_WORK TO COMPLETE_
In the following material, identify every line holding the string "where" and return it.

(SUPPLIED RECORDS)

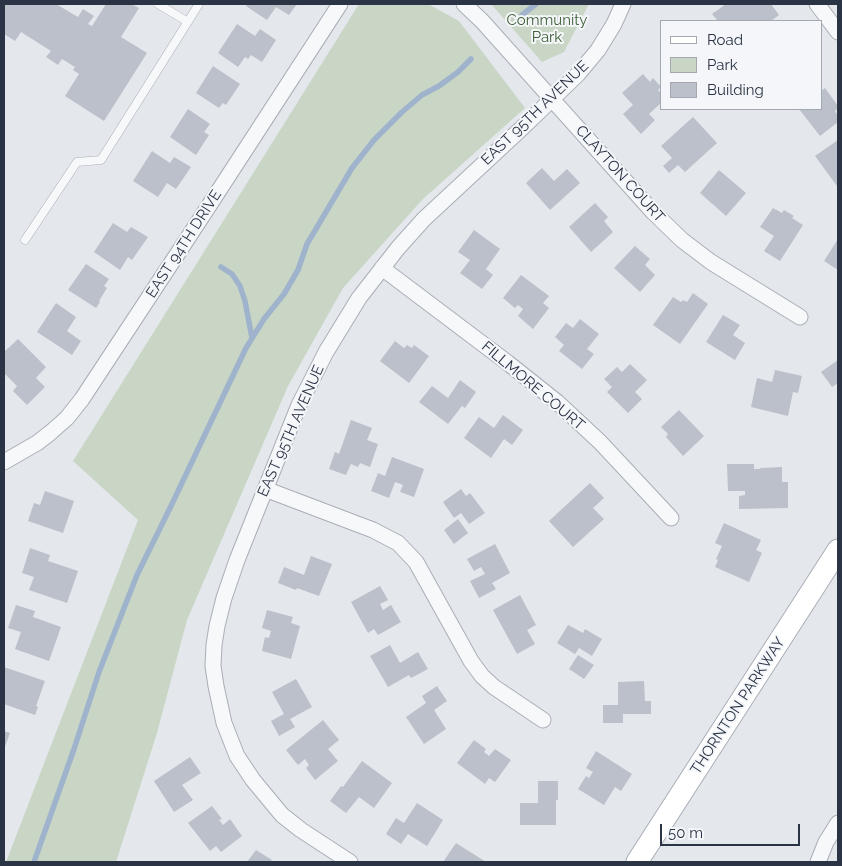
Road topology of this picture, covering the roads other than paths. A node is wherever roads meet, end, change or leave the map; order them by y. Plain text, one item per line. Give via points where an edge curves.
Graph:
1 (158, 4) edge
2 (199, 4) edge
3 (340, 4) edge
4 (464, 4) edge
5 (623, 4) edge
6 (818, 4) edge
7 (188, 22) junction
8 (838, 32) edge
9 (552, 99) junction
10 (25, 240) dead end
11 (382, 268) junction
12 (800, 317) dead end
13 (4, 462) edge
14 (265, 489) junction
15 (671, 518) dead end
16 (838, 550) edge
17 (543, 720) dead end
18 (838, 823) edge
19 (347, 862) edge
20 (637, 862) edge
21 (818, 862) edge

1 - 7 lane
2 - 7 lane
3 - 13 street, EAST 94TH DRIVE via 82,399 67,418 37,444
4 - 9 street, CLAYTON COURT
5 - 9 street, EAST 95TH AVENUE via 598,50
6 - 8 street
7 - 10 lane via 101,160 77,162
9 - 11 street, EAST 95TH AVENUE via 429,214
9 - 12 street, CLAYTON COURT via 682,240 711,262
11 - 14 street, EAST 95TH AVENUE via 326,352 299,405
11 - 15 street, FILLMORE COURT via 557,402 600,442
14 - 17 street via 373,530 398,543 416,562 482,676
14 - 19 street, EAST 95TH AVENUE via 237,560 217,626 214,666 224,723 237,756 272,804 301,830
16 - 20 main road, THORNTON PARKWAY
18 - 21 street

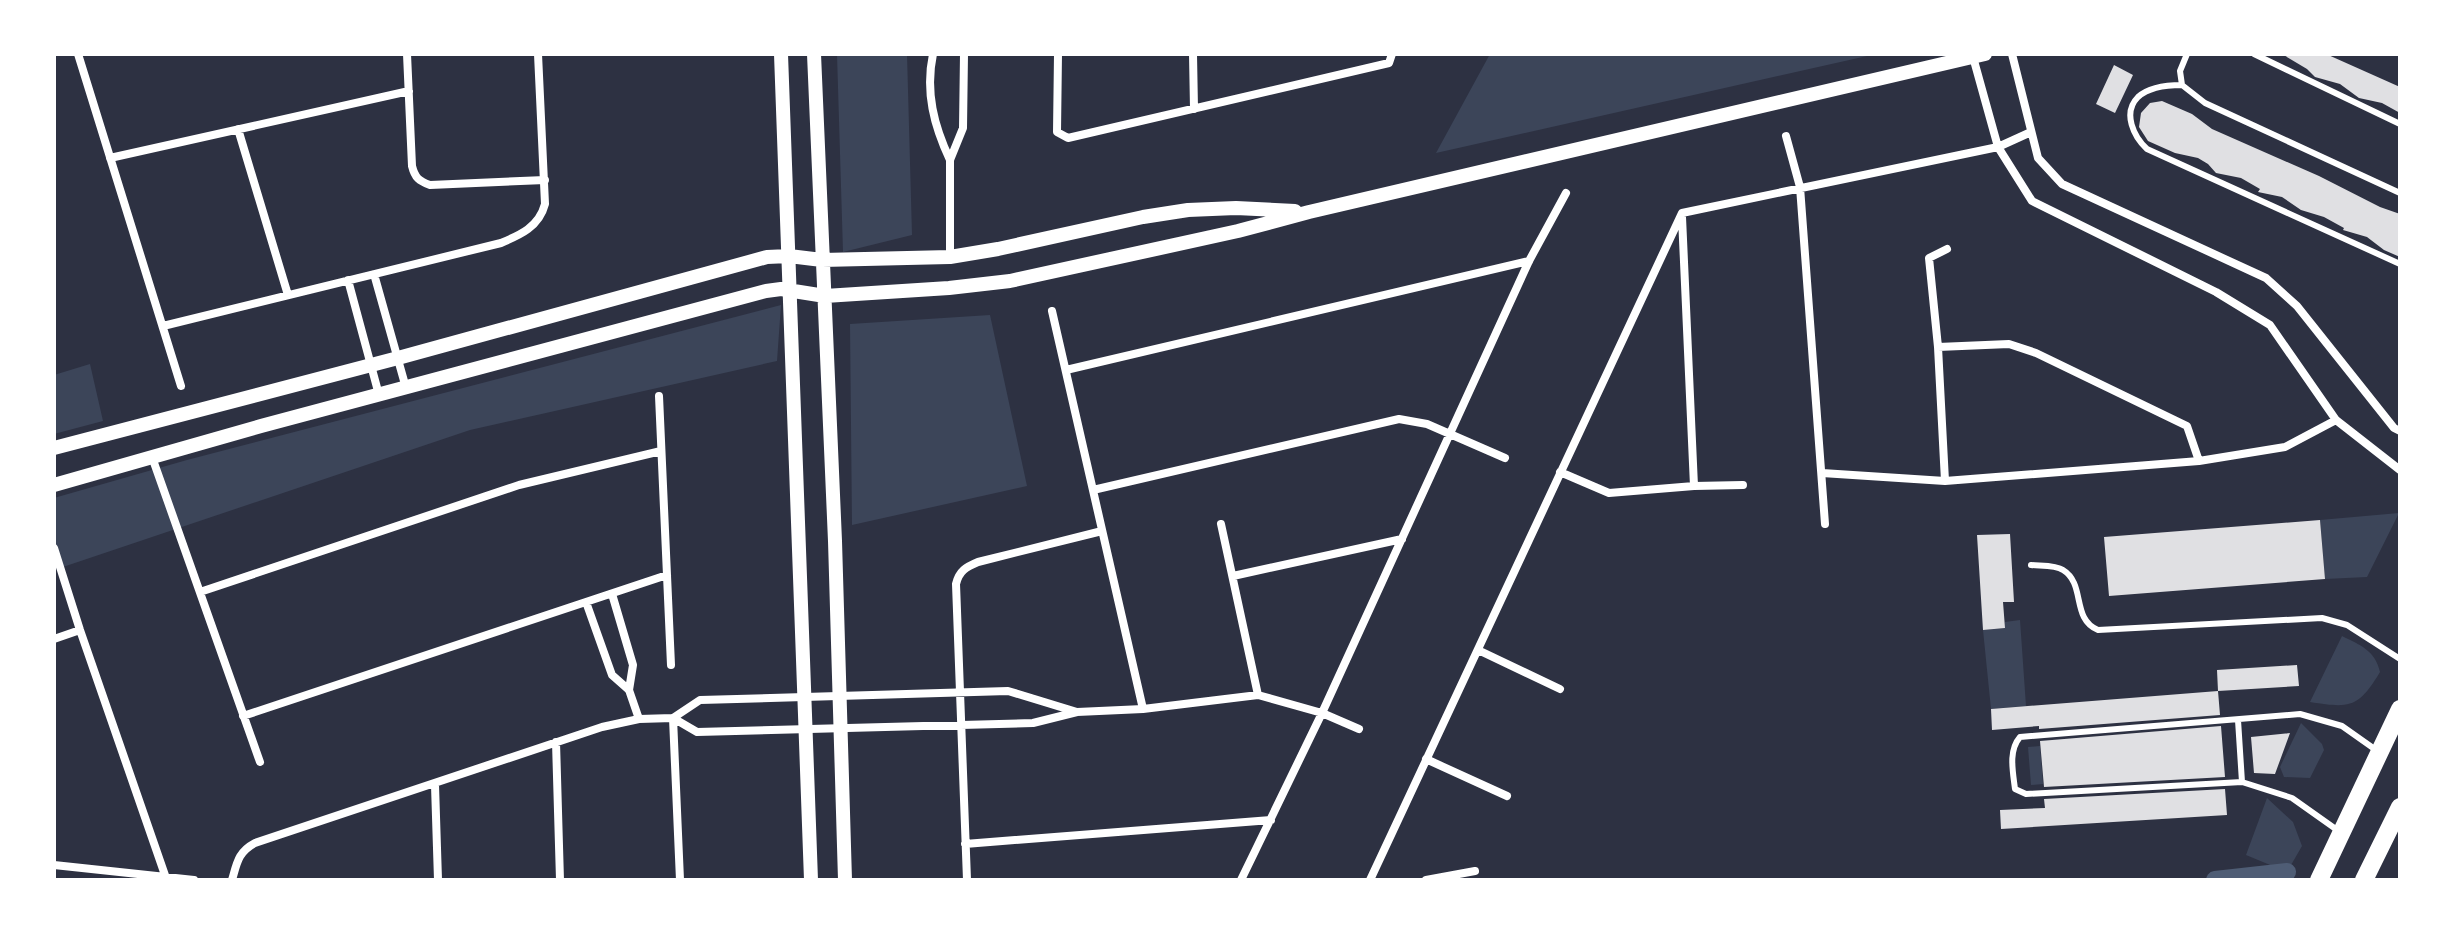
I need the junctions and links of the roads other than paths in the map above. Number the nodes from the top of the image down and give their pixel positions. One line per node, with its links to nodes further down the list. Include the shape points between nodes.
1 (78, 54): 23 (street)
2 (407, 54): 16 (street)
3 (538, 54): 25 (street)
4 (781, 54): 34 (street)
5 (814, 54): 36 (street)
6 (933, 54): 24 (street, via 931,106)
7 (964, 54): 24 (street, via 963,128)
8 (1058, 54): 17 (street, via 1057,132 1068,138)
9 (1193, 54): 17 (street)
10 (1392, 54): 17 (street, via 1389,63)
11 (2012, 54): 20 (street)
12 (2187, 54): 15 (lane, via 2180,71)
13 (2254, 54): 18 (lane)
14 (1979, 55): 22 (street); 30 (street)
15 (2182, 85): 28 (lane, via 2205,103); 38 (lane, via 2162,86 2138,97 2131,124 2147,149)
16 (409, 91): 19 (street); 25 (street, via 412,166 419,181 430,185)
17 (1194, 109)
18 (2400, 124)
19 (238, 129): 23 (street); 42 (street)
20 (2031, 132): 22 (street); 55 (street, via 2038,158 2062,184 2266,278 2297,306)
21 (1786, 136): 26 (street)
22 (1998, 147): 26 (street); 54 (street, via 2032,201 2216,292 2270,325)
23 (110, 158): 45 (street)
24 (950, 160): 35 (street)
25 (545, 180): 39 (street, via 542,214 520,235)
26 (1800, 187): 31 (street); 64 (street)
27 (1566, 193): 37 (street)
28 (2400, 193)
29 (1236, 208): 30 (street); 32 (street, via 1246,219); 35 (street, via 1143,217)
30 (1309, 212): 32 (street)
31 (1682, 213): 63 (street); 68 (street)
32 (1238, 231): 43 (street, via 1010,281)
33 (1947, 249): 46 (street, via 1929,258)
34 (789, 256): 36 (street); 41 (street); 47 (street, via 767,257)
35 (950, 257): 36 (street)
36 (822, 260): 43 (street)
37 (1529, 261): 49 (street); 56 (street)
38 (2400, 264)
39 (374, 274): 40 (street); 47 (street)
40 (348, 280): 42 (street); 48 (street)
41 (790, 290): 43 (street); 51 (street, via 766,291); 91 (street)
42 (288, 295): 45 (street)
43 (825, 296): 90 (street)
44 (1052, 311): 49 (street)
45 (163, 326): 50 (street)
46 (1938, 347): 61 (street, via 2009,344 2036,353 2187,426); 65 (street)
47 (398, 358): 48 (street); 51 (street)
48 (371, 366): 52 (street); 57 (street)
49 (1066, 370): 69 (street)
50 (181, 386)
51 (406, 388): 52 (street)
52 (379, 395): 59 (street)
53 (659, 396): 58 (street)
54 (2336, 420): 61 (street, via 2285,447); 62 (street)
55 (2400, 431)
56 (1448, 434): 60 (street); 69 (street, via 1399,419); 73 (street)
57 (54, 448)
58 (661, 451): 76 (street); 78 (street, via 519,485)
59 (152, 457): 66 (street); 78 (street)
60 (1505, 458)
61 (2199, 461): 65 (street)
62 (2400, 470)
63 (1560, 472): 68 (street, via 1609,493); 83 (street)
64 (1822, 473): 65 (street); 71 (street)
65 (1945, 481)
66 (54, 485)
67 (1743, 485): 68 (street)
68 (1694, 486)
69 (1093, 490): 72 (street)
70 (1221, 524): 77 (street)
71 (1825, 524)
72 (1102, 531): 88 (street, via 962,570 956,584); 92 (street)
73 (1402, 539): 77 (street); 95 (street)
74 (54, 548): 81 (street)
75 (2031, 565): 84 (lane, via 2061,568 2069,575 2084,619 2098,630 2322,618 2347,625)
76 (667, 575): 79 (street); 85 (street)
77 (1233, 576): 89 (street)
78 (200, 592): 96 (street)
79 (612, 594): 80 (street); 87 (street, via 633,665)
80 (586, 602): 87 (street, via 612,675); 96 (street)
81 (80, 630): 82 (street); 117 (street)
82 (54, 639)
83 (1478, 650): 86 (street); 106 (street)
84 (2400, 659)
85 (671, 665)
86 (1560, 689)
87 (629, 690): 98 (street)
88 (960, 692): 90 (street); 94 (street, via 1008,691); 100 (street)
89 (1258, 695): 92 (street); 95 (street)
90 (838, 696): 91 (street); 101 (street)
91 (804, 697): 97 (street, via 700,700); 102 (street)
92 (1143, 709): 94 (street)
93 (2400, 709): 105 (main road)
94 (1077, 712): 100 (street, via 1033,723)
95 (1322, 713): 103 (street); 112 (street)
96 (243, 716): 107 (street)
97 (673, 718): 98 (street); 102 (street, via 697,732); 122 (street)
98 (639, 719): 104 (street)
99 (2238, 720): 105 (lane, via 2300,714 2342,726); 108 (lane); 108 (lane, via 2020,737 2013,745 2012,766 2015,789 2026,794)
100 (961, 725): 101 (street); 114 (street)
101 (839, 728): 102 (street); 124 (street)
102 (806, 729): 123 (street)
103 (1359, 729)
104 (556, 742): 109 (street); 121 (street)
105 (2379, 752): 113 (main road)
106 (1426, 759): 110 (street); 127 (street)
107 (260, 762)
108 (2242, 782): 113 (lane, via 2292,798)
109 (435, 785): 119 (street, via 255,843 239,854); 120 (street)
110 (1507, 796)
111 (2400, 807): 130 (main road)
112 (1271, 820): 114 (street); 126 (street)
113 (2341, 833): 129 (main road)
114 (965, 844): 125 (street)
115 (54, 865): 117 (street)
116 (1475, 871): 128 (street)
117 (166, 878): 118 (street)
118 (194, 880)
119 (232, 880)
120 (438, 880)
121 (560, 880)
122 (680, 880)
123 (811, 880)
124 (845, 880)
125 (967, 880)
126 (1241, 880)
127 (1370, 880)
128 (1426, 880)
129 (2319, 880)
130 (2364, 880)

(End SUPPLIED RECORDS)
(SUPPLIED RECORDS)

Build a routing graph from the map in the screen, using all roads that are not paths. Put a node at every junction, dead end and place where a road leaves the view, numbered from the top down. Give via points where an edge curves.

(End SUPPLIED RECORDS)

_EXERCISE SOLUTION_
Road topology of this picture, covering the roads other than paths. A node is wherever roads meet, end, change or leave the map; order them by y. Plain text, one item per line. Give via points where an edge curves.
Build a routing graph from the map in the screen, using all roads that are not paths. Put a node at every junction, dead end and place where a road leaves the view, numbered from the top down. Give via points where an edge curves.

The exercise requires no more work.